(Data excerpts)
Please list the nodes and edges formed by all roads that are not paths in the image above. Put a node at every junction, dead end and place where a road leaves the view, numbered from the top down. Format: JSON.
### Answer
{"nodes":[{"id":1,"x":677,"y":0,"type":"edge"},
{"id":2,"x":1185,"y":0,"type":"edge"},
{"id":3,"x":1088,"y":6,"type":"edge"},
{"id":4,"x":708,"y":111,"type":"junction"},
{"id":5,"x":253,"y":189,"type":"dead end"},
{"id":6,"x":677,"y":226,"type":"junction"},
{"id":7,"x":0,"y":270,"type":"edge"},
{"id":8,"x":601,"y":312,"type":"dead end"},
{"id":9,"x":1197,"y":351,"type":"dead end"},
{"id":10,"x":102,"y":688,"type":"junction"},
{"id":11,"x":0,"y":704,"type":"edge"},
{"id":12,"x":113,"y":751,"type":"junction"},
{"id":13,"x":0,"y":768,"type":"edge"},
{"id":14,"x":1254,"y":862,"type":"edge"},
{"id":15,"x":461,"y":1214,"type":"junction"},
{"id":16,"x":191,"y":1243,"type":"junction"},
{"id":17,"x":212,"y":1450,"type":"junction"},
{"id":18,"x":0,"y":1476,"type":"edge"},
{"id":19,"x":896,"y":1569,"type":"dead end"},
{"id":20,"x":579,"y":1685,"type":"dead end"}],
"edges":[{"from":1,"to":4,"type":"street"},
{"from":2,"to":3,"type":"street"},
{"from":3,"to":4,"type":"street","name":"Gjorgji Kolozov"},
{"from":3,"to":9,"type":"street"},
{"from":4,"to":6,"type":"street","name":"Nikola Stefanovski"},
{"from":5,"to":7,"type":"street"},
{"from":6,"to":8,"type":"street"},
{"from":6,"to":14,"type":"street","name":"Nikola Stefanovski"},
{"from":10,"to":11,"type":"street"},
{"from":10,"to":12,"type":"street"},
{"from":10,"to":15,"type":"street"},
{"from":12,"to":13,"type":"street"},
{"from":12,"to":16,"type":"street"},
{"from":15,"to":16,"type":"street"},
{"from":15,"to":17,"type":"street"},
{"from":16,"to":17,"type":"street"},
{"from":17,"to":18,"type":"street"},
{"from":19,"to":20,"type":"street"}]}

Action item:
Identify all lines in the records above with the word "name".

Completed exercise:
{"from":3,"to":4,"type":"street","name":"Gjorgji Kolozov"},
{"from":4,"to":6,"type":"street","name":"Nikola Stefanovski"},
{"from":6,"to":14,"type":"street","name":"Nikola Stefanovski"},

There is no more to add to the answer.